Action item: Which lines below hold the word "nodes"? Copy all of them.
+++ Material for this task
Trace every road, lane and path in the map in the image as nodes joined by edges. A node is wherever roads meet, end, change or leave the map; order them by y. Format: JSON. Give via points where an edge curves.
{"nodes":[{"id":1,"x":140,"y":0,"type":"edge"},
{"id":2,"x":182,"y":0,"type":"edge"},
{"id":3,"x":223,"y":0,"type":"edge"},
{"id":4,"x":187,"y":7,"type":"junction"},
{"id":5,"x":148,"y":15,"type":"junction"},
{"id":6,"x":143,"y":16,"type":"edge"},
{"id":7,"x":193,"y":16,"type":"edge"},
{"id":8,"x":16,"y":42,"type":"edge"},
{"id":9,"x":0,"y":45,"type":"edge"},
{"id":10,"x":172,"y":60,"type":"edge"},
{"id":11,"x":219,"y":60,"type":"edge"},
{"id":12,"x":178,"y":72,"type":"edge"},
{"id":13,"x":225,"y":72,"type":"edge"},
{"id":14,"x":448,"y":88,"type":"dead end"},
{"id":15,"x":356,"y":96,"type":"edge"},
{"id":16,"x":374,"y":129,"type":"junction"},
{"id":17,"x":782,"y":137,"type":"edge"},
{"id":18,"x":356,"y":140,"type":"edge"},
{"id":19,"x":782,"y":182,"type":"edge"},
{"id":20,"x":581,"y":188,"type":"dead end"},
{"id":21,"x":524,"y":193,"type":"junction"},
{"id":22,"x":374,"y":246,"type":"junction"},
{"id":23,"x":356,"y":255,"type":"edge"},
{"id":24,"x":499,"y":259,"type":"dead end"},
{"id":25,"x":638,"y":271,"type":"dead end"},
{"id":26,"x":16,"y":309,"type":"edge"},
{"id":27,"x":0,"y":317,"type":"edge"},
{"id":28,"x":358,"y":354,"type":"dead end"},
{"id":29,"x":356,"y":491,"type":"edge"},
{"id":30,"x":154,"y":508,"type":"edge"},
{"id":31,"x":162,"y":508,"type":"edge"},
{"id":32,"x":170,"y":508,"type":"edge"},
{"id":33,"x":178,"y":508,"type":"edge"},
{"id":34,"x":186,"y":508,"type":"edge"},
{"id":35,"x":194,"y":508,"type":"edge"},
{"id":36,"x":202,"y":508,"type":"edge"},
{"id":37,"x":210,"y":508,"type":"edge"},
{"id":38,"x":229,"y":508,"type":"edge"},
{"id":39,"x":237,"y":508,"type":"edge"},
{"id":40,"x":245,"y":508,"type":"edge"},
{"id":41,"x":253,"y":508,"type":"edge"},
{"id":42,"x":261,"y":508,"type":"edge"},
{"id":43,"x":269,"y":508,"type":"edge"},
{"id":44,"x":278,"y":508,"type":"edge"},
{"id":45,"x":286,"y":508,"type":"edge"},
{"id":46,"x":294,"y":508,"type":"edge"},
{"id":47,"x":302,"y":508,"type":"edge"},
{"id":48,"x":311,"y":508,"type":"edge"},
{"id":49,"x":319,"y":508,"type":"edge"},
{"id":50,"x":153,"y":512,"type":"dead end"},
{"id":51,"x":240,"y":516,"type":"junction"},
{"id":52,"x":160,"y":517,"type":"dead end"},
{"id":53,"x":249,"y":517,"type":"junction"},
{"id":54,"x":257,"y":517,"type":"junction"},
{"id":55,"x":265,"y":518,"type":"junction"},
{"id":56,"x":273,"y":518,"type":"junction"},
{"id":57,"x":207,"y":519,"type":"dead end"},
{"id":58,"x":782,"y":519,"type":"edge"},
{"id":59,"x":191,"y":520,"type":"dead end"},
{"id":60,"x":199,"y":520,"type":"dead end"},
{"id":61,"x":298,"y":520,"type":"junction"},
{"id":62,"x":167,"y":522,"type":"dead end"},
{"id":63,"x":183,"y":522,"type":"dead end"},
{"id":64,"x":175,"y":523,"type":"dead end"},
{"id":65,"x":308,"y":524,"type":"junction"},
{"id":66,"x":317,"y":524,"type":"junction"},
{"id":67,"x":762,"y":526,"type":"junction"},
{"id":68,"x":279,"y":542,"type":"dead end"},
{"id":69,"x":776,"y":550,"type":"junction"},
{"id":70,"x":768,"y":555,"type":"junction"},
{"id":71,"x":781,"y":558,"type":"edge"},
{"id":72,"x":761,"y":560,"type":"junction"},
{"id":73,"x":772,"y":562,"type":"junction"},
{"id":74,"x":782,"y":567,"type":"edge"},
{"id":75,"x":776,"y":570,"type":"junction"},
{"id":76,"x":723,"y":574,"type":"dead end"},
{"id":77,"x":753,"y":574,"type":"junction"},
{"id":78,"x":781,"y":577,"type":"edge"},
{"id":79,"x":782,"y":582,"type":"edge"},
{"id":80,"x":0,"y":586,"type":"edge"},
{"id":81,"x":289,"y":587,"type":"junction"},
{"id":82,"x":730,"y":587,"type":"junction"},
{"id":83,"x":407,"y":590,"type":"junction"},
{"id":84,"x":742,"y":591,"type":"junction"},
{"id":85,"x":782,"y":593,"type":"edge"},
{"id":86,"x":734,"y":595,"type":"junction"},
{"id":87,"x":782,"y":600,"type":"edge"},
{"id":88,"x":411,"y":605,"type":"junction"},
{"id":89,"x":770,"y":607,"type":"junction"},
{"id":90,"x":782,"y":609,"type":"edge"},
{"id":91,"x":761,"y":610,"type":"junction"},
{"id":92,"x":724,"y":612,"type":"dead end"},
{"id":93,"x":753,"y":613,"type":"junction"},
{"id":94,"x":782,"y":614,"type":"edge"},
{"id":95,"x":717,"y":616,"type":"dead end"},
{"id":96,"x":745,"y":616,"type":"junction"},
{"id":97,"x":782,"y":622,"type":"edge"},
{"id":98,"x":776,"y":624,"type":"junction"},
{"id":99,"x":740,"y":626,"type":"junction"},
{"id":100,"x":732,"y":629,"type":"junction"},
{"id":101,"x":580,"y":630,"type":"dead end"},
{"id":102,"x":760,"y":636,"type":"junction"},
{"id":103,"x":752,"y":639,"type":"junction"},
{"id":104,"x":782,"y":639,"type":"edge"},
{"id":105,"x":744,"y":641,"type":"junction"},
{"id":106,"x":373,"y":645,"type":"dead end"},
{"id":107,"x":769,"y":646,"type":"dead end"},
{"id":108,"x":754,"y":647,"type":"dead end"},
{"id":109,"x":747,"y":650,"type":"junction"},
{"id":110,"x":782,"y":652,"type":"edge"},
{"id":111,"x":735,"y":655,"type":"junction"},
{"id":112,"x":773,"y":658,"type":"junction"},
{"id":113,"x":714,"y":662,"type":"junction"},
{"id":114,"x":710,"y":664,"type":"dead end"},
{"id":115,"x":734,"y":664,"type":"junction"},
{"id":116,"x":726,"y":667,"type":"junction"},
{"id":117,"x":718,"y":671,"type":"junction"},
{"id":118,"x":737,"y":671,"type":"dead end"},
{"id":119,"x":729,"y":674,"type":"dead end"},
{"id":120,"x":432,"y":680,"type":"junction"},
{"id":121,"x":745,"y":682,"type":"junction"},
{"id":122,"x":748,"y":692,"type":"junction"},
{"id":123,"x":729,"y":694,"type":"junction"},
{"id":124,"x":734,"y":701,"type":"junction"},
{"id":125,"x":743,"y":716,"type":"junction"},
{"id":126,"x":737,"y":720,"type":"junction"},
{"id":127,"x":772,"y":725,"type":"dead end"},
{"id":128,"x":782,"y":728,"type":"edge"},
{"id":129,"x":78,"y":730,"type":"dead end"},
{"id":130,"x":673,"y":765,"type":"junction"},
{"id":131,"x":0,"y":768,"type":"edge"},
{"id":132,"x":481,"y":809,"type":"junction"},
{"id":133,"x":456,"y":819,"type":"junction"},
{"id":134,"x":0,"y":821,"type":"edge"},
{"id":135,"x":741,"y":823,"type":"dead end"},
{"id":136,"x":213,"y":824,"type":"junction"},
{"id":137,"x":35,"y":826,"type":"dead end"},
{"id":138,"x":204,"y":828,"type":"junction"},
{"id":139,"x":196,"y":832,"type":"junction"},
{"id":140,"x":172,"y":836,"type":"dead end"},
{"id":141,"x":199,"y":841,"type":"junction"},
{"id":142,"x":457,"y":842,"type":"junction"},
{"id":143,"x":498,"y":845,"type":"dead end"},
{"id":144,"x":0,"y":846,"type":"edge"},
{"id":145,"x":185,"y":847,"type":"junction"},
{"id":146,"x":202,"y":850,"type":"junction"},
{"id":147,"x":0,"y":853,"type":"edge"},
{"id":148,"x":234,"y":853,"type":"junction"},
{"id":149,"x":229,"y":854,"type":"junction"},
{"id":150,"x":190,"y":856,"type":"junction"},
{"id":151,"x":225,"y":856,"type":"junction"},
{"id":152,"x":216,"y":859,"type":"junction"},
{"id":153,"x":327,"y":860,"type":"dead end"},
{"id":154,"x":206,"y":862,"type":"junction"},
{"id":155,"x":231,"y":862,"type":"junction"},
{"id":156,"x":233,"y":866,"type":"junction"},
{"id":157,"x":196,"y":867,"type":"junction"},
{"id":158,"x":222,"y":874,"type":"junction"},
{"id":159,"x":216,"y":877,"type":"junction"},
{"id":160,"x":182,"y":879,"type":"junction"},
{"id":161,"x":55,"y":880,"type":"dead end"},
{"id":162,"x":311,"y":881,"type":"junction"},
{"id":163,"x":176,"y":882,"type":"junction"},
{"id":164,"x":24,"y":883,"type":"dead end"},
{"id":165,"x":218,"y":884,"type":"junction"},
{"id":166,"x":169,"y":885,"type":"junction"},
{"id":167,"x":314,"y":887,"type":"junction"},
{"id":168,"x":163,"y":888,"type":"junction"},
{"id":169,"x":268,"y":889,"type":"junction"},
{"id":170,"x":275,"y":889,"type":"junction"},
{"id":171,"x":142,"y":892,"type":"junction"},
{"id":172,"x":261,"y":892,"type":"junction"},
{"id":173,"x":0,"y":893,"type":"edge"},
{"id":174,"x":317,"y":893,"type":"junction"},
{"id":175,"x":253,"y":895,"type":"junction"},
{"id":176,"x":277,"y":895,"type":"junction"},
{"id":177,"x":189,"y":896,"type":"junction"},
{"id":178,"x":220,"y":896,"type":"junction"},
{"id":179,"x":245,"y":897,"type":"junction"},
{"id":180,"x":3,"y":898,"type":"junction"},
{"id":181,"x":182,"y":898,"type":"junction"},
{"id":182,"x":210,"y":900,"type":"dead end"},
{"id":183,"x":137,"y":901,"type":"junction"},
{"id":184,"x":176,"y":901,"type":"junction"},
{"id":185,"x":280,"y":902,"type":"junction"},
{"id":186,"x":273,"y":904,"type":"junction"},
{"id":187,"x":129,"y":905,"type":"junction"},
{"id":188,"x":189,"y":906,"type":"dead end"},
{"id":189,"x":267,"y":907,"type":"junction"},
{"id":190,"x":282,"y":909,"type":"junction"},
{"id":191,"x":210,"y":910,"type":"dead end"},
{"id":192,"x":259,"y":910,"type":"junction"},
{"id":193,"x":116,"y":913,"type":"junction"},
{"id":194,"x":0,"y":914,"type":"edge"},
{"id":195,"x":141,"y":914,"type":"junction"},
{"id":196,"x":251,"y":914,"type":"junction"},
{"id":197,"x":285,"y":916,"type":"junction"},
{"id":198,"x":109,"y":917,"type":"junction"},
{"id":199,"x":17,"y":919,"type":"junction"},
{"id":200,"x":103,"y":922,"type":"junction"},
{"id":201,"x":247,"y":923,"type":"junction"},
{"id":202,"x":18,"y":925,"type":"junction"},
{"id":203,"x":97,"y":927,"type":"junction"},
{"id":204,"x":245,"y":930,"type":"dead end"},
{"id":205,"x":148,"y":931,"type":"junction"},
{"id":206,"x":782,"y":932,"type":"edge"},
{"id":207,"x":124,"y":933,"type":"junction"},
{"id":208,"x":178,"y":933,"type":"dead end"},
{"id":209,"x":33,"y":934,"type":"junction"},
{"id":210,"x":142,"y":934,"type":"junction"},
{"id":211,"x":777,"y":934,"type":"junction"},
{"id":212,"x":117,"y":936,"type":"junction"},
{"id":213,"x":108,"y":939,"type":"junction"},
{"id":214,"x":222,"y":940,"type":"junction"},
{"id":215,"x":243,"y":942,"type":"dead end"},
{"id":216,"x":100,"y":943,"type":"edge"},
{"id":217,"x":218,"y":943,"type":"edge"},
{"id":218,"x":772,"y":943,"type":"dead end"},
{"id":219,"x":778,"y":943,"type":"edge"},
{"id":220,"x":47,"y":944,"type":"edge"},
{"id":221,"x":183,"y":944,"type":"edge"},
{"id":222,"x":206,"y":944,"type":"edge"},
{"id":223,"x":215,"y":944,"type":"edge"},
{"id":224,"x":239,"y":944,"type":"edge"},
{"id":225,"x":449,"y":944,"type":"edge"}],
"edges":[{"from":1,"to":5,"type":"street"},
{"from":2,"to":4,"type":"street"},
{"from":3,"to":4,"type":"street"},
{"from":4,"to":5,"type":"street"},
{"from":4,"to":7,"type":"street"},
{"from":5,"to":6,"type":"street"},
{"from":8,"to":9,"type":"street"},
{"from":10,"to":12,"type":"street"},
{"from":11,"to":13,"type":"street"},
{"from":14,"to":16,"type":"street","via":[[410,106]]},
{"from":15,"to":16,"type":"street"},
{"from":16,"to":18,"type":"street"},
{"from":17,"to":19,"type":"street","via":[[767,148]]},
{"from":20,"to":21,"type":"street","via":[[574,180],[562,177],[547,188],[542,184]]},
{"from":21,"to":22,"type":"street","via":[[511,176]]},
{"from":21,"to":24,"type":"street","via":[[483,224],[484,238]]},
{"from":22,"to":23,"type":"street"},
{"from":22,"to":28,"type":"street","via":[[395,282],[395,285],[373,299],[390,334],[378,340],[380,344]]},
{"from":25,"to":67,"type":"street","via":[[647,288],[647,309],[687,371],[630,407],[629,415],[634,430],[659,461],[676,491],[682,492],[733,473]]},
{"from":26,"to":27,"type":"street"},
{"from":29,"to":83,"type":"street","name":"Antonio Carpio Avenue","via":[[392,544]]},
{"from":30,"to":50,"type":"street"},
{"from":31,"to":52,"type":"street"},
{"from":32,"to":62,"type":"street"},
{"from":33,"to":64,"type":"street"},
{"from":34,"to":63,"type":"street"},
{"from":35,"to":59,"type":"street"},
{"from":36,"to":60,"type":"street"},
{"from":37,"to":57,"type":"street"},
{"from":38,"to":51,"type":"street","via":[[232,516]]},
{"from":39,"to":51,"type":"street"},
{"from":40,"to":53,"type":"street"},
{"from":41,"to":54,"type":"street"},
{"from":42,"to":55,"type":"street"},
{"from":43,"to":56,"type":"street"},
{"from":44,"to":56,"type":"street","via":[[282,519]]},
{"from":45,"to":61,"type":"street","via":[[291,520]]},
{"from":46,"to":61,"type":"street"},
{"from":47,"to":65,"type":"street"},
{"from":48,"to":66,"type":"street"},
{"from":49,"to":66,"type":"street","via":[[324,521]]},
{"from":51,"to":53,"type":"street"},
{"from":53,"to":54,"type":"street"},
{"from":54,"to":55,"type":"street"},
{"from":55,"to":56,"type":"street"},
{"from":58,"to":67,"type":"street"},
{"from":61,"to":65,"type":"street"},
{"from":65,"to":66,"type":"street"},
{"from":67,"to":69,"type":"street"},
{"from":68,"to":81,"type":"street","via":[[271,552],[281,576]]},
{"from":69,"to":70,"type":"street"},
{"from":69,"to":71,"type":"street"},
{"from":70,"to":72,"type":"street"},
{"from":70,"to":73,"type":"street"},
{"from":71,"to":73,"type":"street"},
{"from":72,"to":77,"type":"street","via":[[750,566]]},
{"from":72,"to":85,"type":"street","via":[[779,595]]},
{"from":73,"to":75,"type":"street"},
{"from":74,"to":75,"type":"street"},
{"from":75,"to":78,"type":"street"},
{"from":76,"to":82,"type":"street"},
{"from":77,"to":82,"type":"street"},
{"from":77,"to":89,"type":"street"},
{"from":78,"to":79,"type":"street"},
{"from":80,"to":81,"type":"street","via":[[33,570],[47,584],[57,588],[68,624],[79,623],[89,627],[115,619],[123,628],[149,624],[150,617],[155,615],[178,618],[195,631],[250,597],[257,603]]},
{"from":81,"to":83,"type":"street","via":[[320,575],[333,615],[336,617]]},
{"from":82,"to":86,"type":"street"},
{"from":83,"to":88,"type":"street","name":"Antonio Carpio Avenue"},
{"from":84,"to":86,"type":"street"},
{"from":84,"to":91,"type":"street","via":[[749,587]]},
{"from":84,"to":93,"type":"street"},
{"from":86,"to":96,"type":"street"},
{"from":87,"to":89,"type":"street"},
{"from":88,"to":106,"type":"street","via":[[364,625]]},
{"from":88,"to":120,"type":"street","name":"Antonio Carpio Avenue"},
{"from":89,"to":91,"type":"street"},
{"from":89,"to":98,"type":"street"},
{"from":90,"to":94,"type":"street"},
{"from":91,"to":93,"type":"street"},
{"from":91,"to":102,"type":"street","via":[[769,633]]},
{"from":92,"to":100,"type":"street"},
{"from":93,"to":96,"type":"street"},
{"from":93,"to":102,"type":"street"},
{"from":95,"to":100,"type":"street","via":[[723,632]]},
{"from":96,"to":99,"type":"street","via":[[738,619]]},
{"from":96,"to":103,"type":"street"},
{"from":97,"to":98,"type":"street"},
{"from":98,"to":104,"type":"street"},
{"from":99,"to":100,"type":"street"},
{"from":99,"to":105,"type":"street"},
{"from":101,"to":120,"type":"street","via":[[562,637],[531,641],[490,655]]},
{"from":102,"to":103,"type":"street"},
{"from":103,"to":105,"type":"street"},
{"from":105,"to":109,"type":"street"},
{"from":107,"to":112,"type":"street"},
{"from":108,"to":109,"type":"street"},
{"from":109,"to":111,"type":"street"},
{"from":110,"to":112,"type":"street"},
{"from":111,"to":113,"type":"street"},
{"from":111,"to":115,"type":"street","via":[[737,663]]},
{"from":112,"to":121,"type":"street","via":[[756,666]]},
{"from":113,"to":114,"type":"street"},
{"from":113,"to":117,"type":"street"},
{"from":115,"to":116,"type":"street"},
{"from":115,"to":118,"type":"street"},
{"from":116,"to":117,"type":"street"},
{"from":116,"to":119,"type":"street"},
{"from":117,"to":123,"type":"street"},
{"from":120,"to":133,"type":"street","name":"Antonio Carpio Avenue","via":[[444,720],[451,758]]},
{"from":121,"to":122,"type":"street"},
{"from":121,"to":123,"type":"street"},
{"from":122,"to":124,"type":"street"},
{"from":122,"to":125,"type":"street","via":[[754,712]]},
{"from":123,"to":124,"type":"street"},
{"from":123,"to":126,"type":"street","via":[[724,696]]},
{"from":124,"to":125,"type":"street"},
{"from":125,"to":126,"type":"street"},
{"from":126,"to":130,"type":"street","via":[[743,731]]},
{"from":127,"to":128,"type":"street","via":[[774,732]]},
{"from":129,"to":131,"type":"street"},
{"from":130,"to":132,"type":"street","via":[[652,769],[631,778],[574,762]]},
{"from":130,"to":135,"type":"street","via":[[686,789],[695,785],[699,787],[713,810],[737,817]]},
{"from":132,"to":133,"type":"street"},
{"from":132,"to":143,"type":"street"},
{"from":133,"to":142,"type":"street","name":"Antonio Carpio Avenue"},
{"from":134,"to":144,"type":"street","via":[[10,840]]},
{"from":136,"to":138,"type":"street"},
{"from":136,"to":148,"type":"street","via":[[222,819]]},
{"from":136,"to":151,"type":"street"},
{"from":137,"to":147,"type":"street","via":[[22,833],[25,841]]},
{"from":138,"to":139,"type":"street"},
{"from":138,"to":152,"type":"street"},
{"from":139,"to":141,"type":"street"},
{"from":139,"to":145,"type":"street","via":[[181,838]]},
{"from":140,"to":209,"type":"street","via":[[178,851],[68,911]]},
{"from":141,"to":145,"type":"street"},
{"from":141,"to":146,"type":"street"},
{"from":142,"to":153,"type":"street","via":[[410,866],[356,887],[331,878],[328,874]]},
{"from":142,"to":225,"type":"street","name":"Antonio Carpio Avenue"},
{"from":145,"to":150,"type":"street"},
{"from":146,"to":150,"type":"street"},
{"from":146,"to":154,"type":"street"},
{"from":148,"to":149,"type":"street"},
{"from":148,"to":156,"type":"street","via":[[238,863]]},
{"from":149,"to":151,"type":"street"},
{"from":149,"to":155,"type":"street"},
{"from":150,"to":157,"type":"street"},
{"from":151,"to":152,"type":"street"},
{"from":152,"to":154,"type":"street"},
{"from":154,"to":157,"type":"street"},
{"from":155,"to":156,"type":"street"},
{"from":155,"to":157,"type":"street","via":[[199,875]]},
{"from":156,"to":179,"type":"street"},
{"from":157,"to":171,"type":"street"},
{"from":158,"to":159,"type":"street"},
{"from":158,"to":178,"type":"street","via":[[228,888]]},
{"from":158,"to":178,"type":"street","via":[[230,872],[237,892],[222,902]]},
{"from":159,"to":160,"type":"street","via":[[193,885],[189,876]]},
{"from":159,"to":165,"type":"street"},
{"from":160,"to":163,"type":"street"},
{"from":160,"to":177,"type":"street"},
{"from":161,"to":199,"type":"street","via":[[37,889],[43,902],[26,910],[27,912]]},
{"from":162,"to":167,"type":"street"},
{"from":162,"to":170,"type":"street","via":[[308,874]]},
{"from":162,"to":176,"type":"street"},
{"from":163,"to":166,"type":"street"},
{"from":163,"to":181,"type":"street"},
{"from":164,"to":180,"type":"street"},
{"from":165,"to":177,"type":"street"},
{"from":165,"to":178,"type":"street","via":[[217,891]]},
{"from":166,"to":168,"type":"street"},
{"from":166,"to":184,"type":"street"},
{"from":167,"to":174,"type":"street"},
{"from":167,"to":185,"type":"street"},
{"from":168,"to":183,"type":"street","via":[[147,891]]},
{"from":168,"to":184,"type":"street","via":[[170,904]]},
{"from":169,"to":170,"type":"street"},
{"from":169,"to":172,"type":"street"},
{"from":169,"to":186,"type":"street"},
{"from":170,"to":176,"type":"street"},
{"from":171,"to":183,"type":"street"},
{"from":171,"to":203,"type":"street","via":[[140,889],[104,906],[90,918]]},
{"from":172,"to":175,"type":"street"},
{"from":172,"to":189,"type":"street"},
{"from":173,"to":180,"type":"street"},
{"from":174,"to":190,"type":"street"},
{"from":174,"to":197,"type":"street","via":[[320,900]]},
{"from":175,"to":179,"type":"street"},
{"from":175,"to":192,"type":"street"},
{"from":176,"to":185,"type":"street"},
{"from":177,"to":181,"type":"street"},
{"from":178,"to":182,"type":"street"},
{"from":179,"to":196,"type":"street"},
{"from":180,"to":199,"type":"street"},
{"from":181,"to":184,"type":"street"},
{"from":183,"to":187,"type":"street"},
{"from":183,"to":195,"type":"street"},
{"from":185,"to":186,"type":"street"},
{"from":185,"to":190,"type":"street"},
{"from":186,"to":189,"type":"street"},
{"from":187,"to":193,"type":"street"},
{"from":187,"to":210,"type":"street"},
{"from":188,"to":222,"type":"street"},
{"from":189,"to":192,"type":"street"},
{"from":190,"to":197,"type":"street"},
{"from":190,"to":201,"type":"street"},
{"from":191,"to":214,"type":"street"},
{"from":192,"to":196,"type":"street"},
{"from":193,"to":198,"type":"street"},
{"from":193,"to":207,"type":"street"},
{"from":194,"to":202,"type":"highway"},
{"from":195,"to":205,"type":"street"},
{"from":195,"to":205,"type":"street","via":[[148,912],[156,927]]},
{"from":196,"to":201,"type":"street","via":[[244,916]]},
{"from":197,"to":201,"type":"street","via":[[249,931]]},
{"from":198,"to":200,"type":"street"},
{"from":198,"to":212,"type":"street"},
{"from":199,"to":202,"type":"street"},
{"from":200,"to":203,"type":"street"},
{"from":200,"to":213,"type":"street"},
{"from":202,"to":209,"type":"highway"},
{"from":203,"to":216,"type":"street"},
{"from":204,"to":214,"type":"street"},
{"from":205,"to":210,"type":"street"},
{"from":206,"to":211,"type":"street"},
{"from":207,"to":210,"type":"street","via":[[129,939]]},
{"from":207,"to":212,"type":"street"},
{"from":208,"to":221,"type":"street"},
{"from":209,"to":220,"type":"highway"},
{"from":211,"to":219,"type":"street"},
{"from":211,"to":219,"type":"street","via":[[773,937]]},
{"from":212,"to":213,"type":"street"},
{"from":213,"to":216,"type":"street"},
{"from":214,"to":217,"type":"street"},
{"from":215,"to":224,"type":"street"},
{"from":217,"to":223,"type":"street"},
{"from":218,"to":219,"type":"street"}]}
++++++
Task response:
Trace every road, lane and path in the map in the image as nodes joined by edges. A node is wherever roads meet, end, change or leave the map; order them by y. Format: JSON. Give via points where an edge curves.
{"nodes":[{"id":1,"x":140,"y":0,"type":"edge"},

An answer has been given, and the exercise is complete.